Taylor Swift ‘1989’ Review: Taylor Swift Shows Her True Colors
Taylor Swift’s new album 1989 is finally here, and, as her first non-country album, it definitely sets itself apart from her previous work.
T-Swift can be difficult to take sometimes. Her preppy, cute, always put together look and her bubblegum love songs can get repetitive and, frankly, a bit frustrating. All this makes Swift’s 1989 that much more enjoyable because Swift gives herself room to make fun of herself and let loose a little bit.
Swift’s move into pop music may have been predictable, but I wasn’t expecting her pop album to sound so eclectic and slow. It’s not a dance heavy album, though “Welcome to New York” and “Shake It Off” make good dance floor contenders. To her credit, Swift doesn’t go for the big ballads or girl power belts frequently heard from singers like Katy Perry or Demi Lovato. She doesn’t have the voice to back it up, and she knows it. Instead, Swift’s version of pop music is much more Lorde-inspired. In fact, a few of the best songs on the album, “Blank Space” and “I Know Places” sound very Lorde-ish, with dreamy melodies, strong beats and soft background vocals. In comparison, the worst song on the album, “Welcome to New York," is the most conventional and by far the most generic. “Everybody here wanted something more / Searching for a sound we hadn’t heard before,” Swift sings in her cookie-cutter portrait of New York City.
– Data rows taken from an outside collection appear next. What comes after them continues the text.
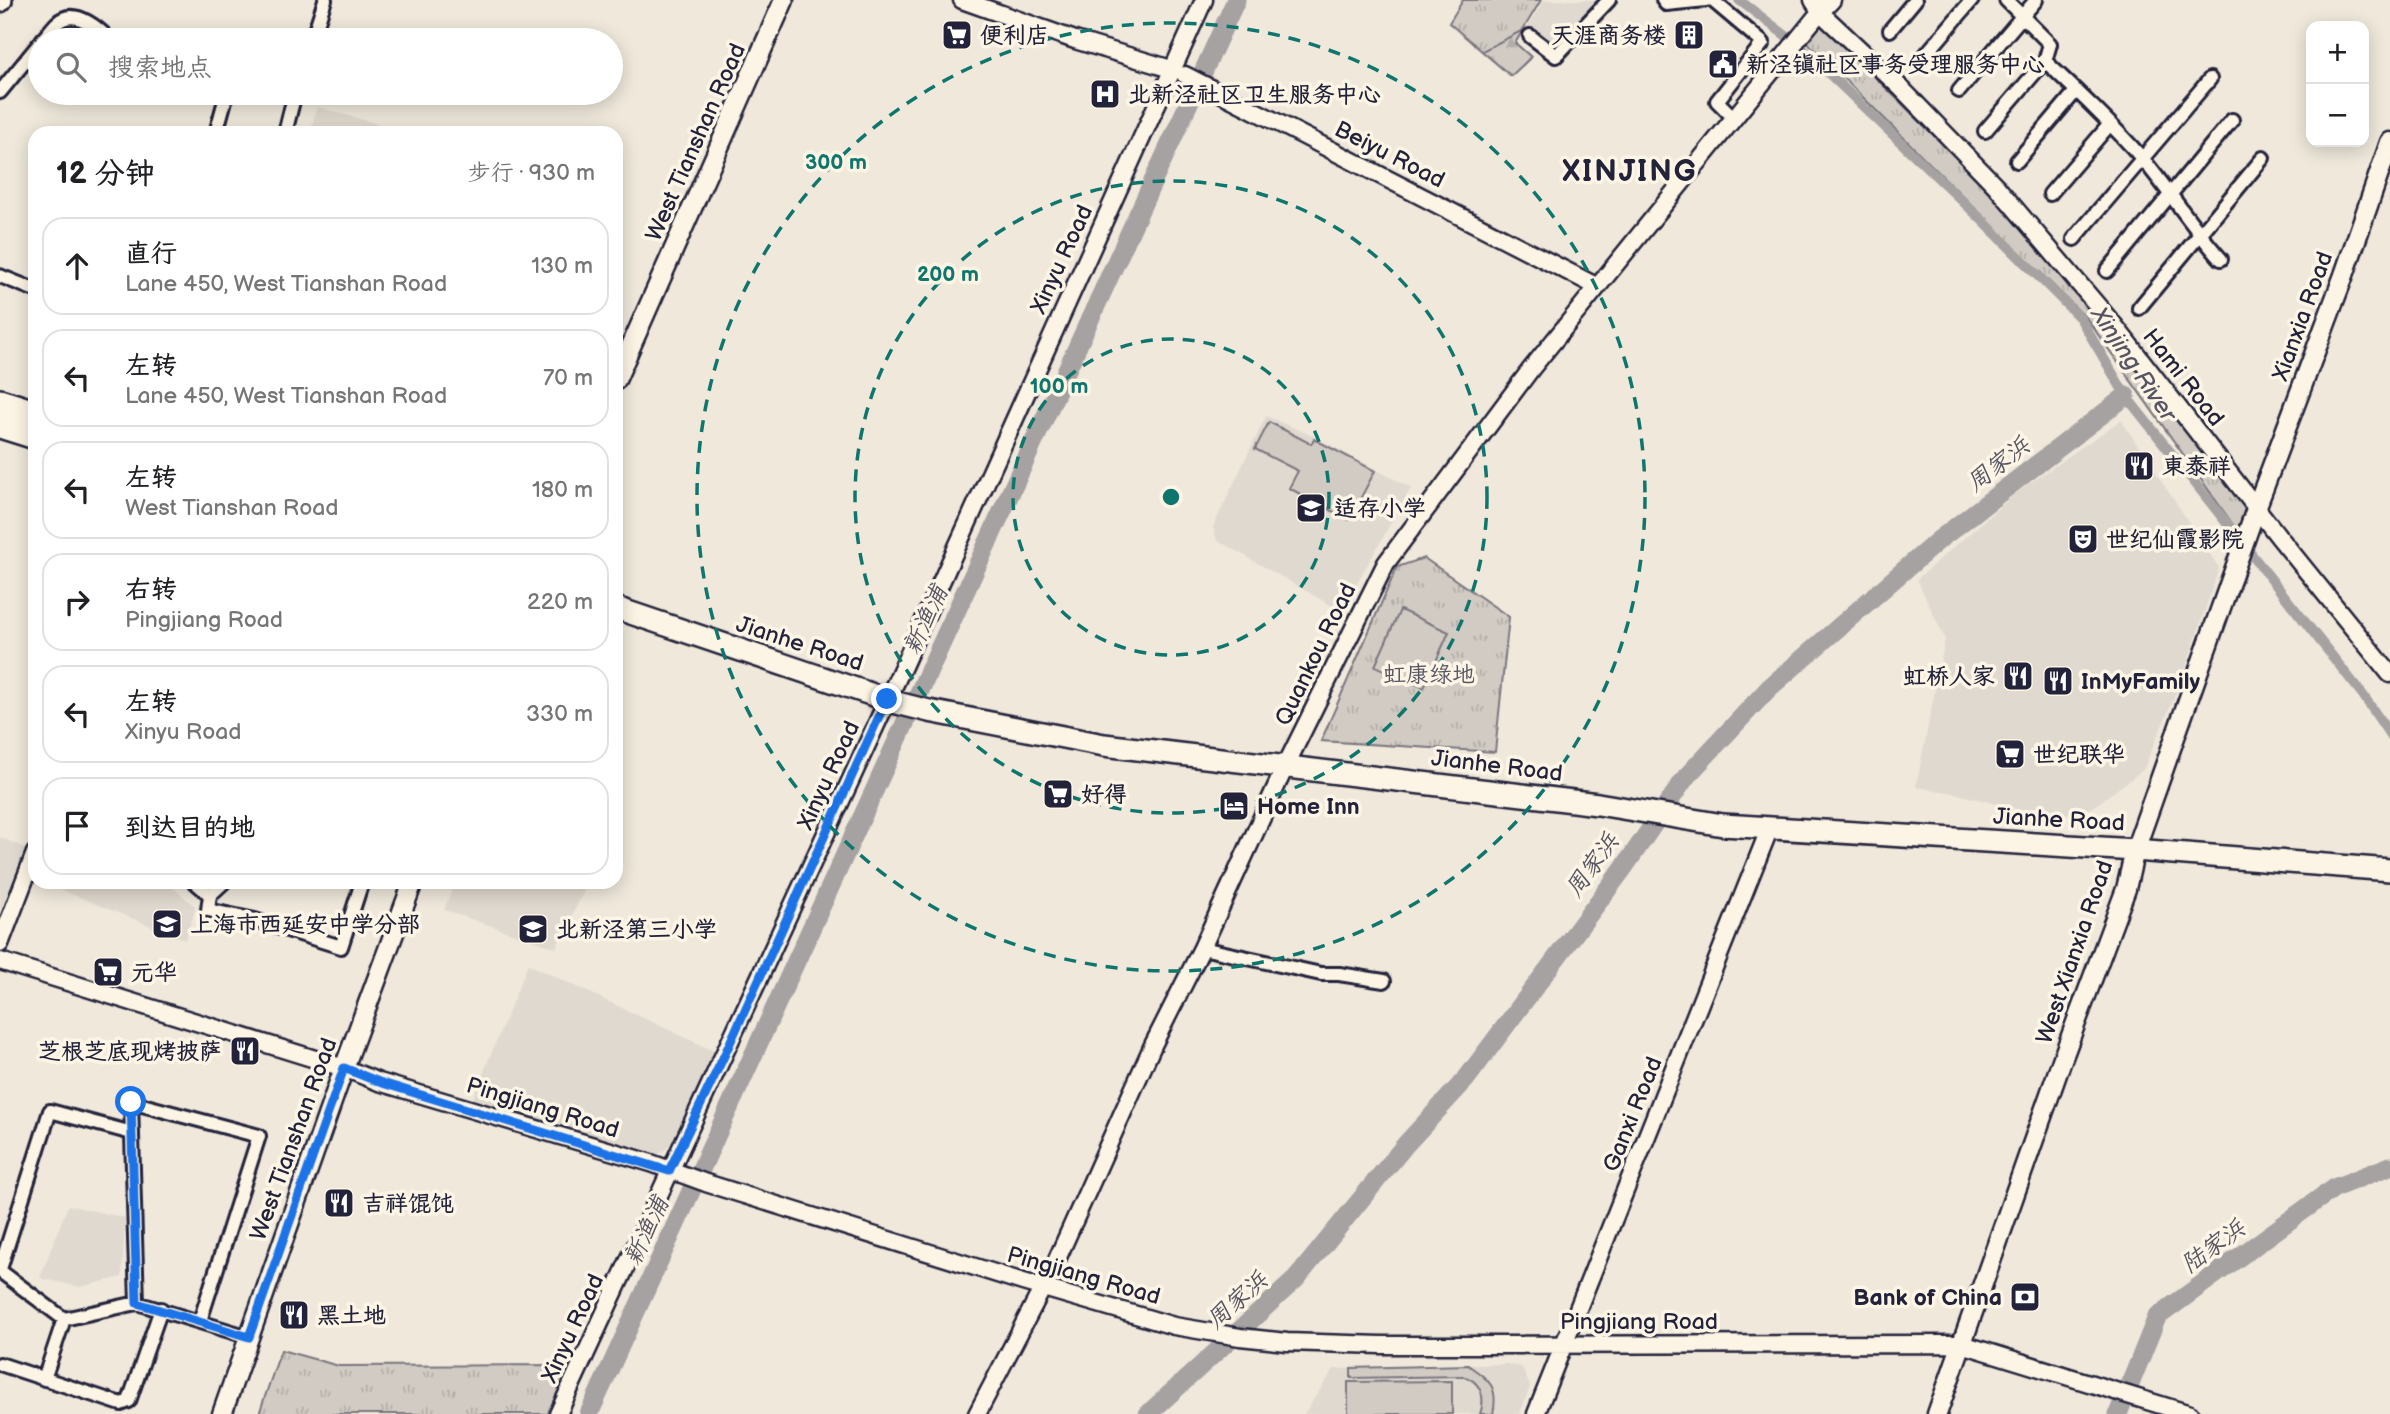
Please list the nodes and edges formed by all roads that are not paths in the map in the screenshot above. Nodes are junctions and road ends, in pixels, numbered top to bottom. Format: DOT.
graph roads {
  1 [pos="325,0"];
  2 [pos="784,0"];
  3 [pos="962,0"];
  4 [pos="1204,0"];
  5 [pos="1609,0"];
  6 [pos="1663,0"];
  7 [pos="1706,0"];
  8 [pos="1712,0"];
  9 [pos="1915,0"];
  10 [pos="1972,0"];
  11 [pos="2006,0"];
  12 [pos="2036,0"];
  13 [pos="1820,8"];
  14 [pos="2023,15"];
  15 [pos="52,28"];
  16 [pos="97,28"];
  17 [pos="316,28"];
  18 [pos="1889,30"];
  19 [pos="1530,36"];
  20 [pos="28,58"];
  21 [pos="1922,59"];
  22 [pos="2045,61"];
  23 [pos="1178,72"];
  24 [pos="2210,79"];
  25 [pos="1959,90"];
  26 [pos="2077,91"];
  27 [pos="0,92"];
  28 [pos="224,105"];
  29 [pos="292,105"];
  30 [pos="1734,118"];
  31 [pos="2232,120"];
  32 [pos="2110,124"];
  33 [pos="218,126"];
  34 [pos="287,126"];
  35 [pos="1985,131"];
  36 [pos="2390,142"];
  37 [pos="2263,158"];
  38 [pos="2142,159"];
  39 [pos="2017,161"];
  40 [pos="2050,194"];
  41 [pos="2169,196"];
  42 [pos="2199,235"];
  43 [pos="2074,239"];
  44 [pos="2221,260"];
  45 [pos="2107,271"];
  46 [pos="0,276"];
  47 [pos="1596,286"];
  48 [pos="28,287"];
  49 [pos="2139,308"];
  50 [pos="623,364"];
  51 [pos="0,400"];
  52 [pos="28,409"];
  53 [pos="0,414"];
  54 [pos="28,422"];
  55 [pos="0,427"];
  56 [pos="28,436"];
  57 [pos="2257,506"];
  58 [pos="623,610"];
  59 [pos="2390,674"];
  60 [pos="887,699"];
  61 [pos="1286,765"];
  62 [pos="1769,830"];
  63 [pos="2135,850"];
  64 [pos="2390,870"];
  65 [pos="28,871"];
  66 [pos="203,889"];
  67 [pos="217,889"];
  68 [pos="360,889"];
  69 [pos="410,889"];
  70 [pos="210,895"];
  71 [pos="0,944"];
  72 [pos="1202,948"];
  73 [pos="0,961"];
  74 [pos="1384,981"];
  75 [pos="344,1068"];
  76 [pos="132,1133"];
  77 [pos="676,1173"];
  78 [pos="0,1270"];
  79 [pos="1044,1286"];
  80 [pos="137,1303"];
  81 [pos="161,1309"];
  82 [pos="64,1320"];
  83 [pos="200,1321"];
  84 [pos="249,1337"];
  85 [pos="1565,1344"];
  86 [pos="1962,1344"];
  87 [pos="0,1364"];
  88 [pos="44,1379"];
  89 [pos="222,1414"];
  90 [pos="558,1414"];
  91 [pos="976,1414"];
  92 [pos="1536,1414"];
  93 [pos="1937,1414"];
  94 [pos="2190,1414"];
  1 -- 17 [label="street"];
  2 -- 50 [label="main road, West Tianshan Road"];
  3 -- 23 [label="street, Beiyu Road"];
  4 -- 23 [label="street, Xinyu Road"];
  5 -- 19 [label="street"];
  6 -- 7 [label="street"];
  8 -- 30 [label="street"];
  9 -- 18 [label="street"];
  10 -- 21 [label="street"];
  11 -- 14 [label="street"];
  12 -- 14 [label="street"];
  13 -- 30 [label="street, Quankou Road"];
  13 -- 57 [label="street, Hami Road"];
  14 -- 22 [label="street"];
  14 -- 25 [label="street"];
  15 -- 16 [label="street"];
  20 -- 27 [label="street"];
  22 -- 26 [label="street"];
  22 -- 35 [label="street"];
  23 -- 47 [label="street, Beiyu Road"];
  23 -- 60 [label="street, Xinyu Road"];
  24 -- 38 [label="street"];
  26 -- 32 [label="street"];
  26 -- 39 [label="street"];
  28 -- 33 [label="street"];
  29 -- 34 [label="street"];
  30 -- 47 [label="street, Quankou Road"];
  31 -- 41 [label="street"];
  32 -- 38 [label="street"];
  32 -- 40 [label="street"];
  36 -- 57 [label="main road, Xianxia Road"];
  37 -- 42 [label="street"];
  38 -- 41 [label="street"];
  38 -- 43 [label="street"];
  41 -- 42 [label="street"];
  41 -- 45 [label="street"];
  42 -- 44 [label="street"];
  42 -- 49 [label="street"];
  46 -- 48 [label="street"];
  47 -- 61 [label="street, Quankou Road"];
  51 -- 52 [label="main road"];
  53 -- 54 [label="main road"];
  55 -- 56 [label="main road"];
  57 -- 59 [label="street, Hami Road"];
  57 -- 63 [label="main road, West Xianxia Road"];
  58 -- 60 [label="main road, Jianhe Road"];
  60 -- 61 [label="main road, Jianhe Road"];
  60 -- 77 [label="street, Xinyu Road"];
  61 -- 62 [label="main road, Jianhe Road"];
  61 -- 72 [label="street, Quankou Road"];
  62 -- 63 [label="main road, Jianhe Road"];
  62 -- 85 [label="street, Ganxi Road"];
  63 -- 64 [label="main road, Jianhe Road"];
  63 -- 86 [label="main road, West Xianxia Road"];
  65 -- 71 [label="street"];
  66 -- 70 [label="street"];
  67 -- 70 [label="street"];
  68 -- 70 [label="street"];
  69 -- 75 [label="main road, West Tianshan Road"];
  72 -- 74 [label="street"];
  72 -- 79 [label="street, Quankou Road"];
  73 -- 75 [label="street, Pingjiang Road"];
  75 -- 77 [label="street, Pingjiang Road"];
  75 -- 84 [label="main road, West Tianshan Road"];
  76 -- 78 [label="street"];
  76 -- 80 [label="street"];
  76 -- 83 [label="street"];
  77 -- 79 [label="street, Pingjiang Road"];
  77 -- 90 [label="street, Xinyu Road"];
  78 -- 82 [label="street"];
  79 -- 85 [label="street, Pingjiang Road"];
  79 -- 91 [label="street, Quankou Road"];
  80 -- 81 [label="street"];
  80 -- 82 [label="street"];
  81 -- 83 [label="street"];
  81 -- 88 [label="street"];
  82 -- 88 [label="street"];
  83 -- 84 [label="street"];
  84 -- 89 [label="main road, West Tianshan Road"];
  85 -- 86 [label="street, Pingjiang Road"];
  85 -- 92 [label="street, Ganxi Road"];
  86 -- 93 [label="main road, West Xianxia Road"];
  86 -- 94 [label="street, Pingjiang Road"];
  87 -- 88 [label="street"];
}
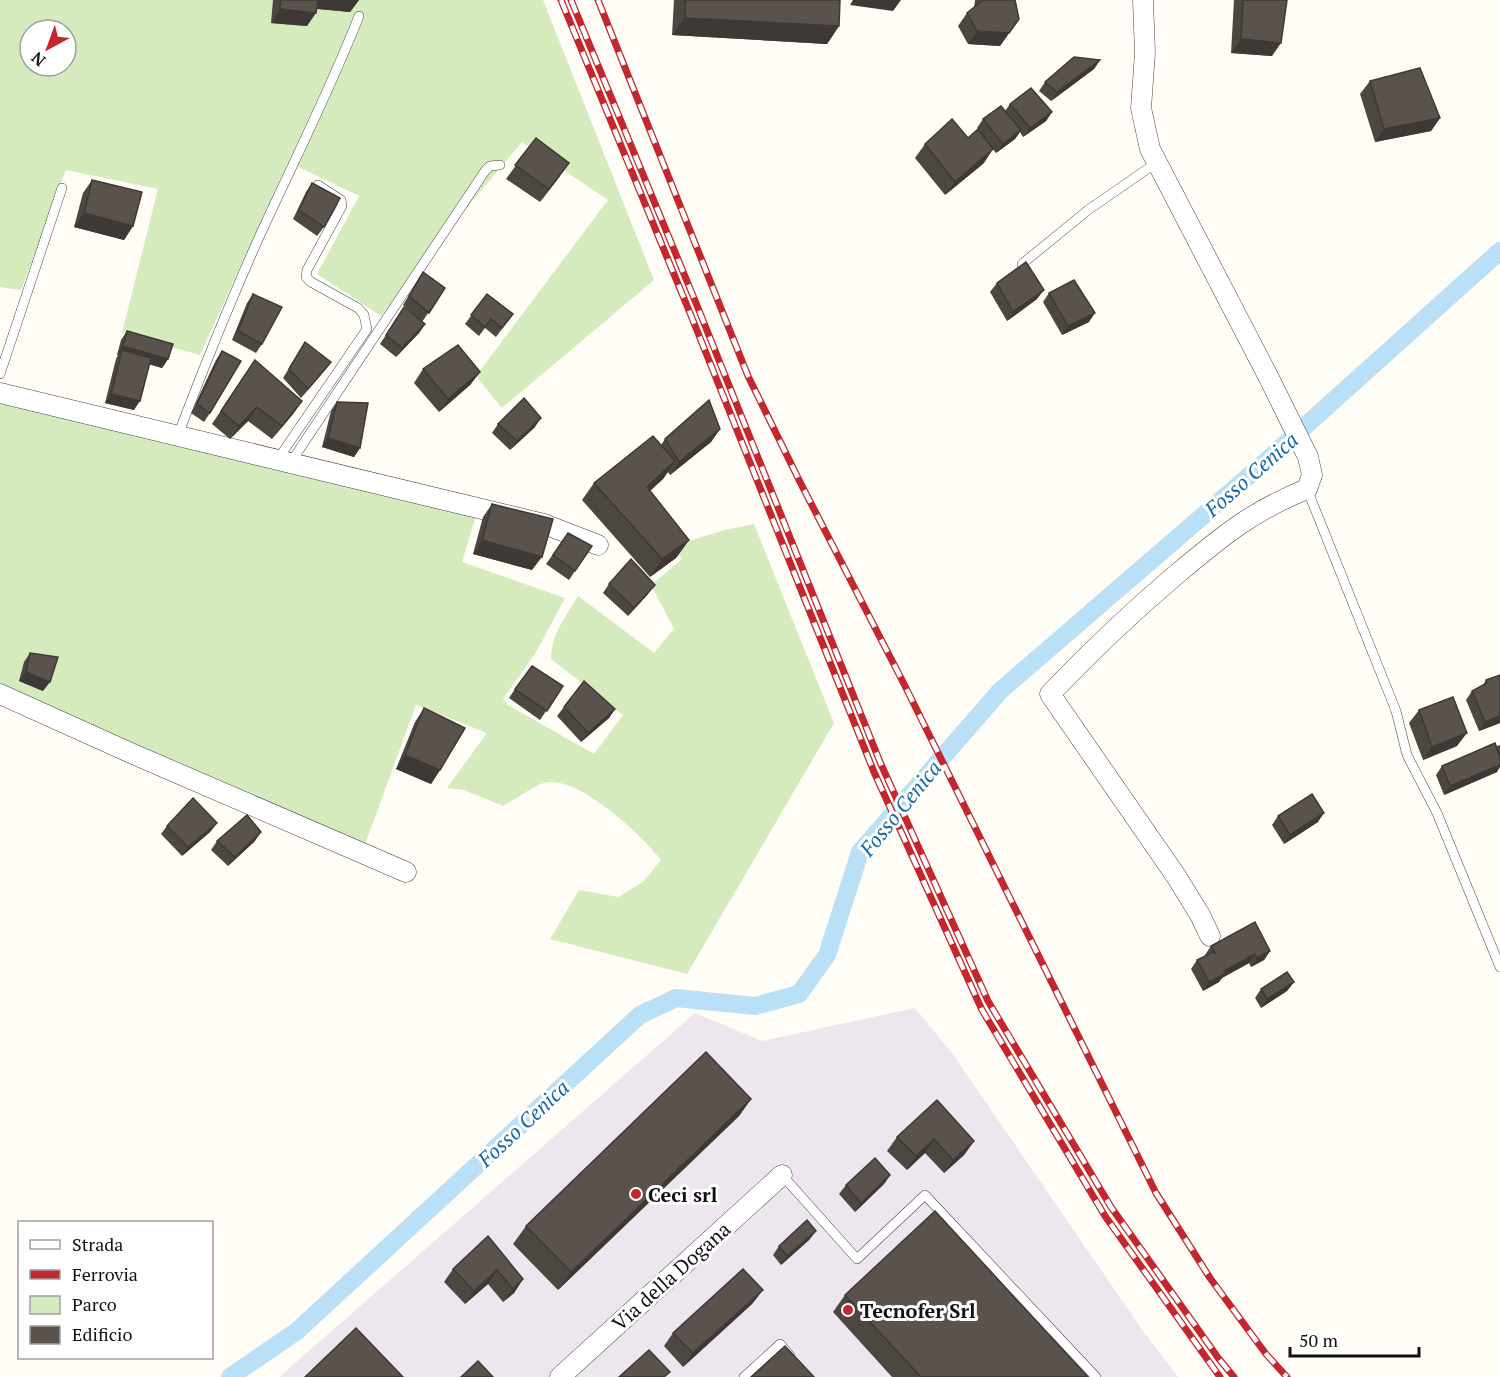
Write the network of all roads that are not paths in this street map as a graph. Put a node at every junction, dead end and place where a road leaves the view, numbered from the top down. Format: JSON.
{"nodes":[{"id":1,"x":1143,"y":0,"type":"edge"},
{"id":2,"x":359,"y":16,"type":"dead end"},
{"id":3,"x":1156,"y":163,"type":"junction"},
{"id":4,"x":500,"y":165,"type":"dead end"},
{"id":5,"x":318,"y":185,"type":"edge"},
{"id":6,"x":62,"y":188,"type":"dead end"},
{"id":7,"x":1022,"y":264,"type":"edge"},
{"id":8,"x":0,"y":374,"type":"edge"},
{"id":9,"x":0,"y":393,"type":"edge"},
{"id":10,"x":178,"y":435,"type":"junction"},
{"id":11,"x":284,"y":461,"type":"junction"},
{"id":12,"x":1307,"y":489,"type":"junction"},
{"id":13,"x":598,"y":545,"type":"dead end"},
{"id":14,"x":0,"y":694,"type":"edge"},
{"id":15,"x":406,"y":872,"type":"dead end"},
{"id":16,"x":1210,"y":936,"type":"dead end"},
{"id":17,"x":1500,"y":968,"type":"edge"},
{"id":18,"x":782,"y":1175,"type":"joint"},
{"id":19,"x":795,"y":1361,"type":"edge"},
{"id":20,"x":560,"y":1377,"type":"edge"},
{"id":21,"x":744,"y":1377,"type":"edge"},
{"id":22,"x":1096,"y":1377,"type":"edge"}],
"edges":[{"from":1,"to":3,"type":"street"},
{"from":2,"to":10,"type":"lane"},
{"from":3,"to":7,"type":"lane"},
{"from":3,"to":12,"type":"street"},
{"from":4,"to":11,"type":"lane"},
{"from":5,"to":11,"type":"lane"},
{"from":6,"to":8,"type":"lane"},
{"from":9,"to":10,"type":"street"},
{"from":10,"to":11,"type":"street"},
{"from":11,"to":13,"type":"street"},
{"from":12,"to":16,"type":"street"},
{"from":12,"to":17,"type":"lane"},
{"from":14,"to":15,"type":"street"},
{"from":18,"to":20,"type":"street","name":"Via della Dogana"},
{"from":18,"to":22,"type":"lane"},
{"from":19,"to":21,"type":"lane"}]}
“Blank Space” just might be one of Swift’s most revealing songs. A sort of self-parody love song written by Swift, pop mastermind Max Martin and Shellback, “Blank Space” shows off a playful side of Swift, where she actively jokes around with her love-obsessed image. “Oh my god / Look at that face / You look like my next mistake / Love’s a game, want to play?” Swift sings over a steady, slightly hip-hop inspired beat.
As Swift is known to do, the lyrics to “Blank Space” in 1989’s booklet contain a hidden message: “There once was a girl known by every one and no one.” She’s playing with her audience and her critics who dismiss her songwriting as glorified diary entries. We think we know, but we have no idea. “Blank Space” is appropriately followed by “Style,” yet another strong track on 1989. “Style” is a fun take on a classic love, one that will “never go out of style.”
“I Know Places,” another standout, has a similar dreamy style, and is one of the most surprising songs on the album. Written by Swift and One Republic’s Ryan Tedder (who also co-wrote “Welcome to New York”) is the closest Swift gets to a power ballad, and it gives Swift a chance to showcase different aspects of her voice and play a bit with a more electronic sound.
“Style” is followed by “Out of the Woods,” a collaboration between Swift and fun’s Jack Antonoff. “I Wish You Would” is another Swift-Antonoff collaboration that features a faster tempo and a chorus that just needs to be sung by a group of girls at a sleepover. (Confession: I tested out this theory last night, only by myself in my bedroom, and it definitely passed.)
Another song awaiting girl power anthem status is “Bad Blood.” Similar in tone to Swift’s previous hits “We Are Never Ever Getting Back Together” and “I Knew You Were Trouble” (in my opinion, one of her very best songs ever), “Bad Blood” is about anger at a love gone wrong. The simple chorus – “Cause now we’ve got bad blood / Now we got problems / And I don’t think we can solve them / You made a really deep cut / And baby now we got bad blood” – is perfect for audiences to sing along to.
A few of the songs on 1989 straight out of romantic comedies – a reminder of the old, dreamer Swift we know and love – with titles like “All You Had To Do Was Stay” and “How You Get The Girl.” That’s not to say these songs are bad, it’s more that they don’t bring anything new. That said, what could be more ‘new’ in today’s world of pop music than a girl singing about love stories instead of her ass and sex?
What makes 1989 stand out is the fact that not every song is weighed down by little digs at past loves or hints to comb through as to the identity of the mystery paramour. When my sister finished listening to Swift’s last album, Red, she told me, “I feel like I know what it’s like to date Jake Gyllenhaal now.” After listening to 1989, I don’t feel like I’ve had trysts with Harry Styles or John Mayer, instead I feel like I had a fun night with T-Swift herself.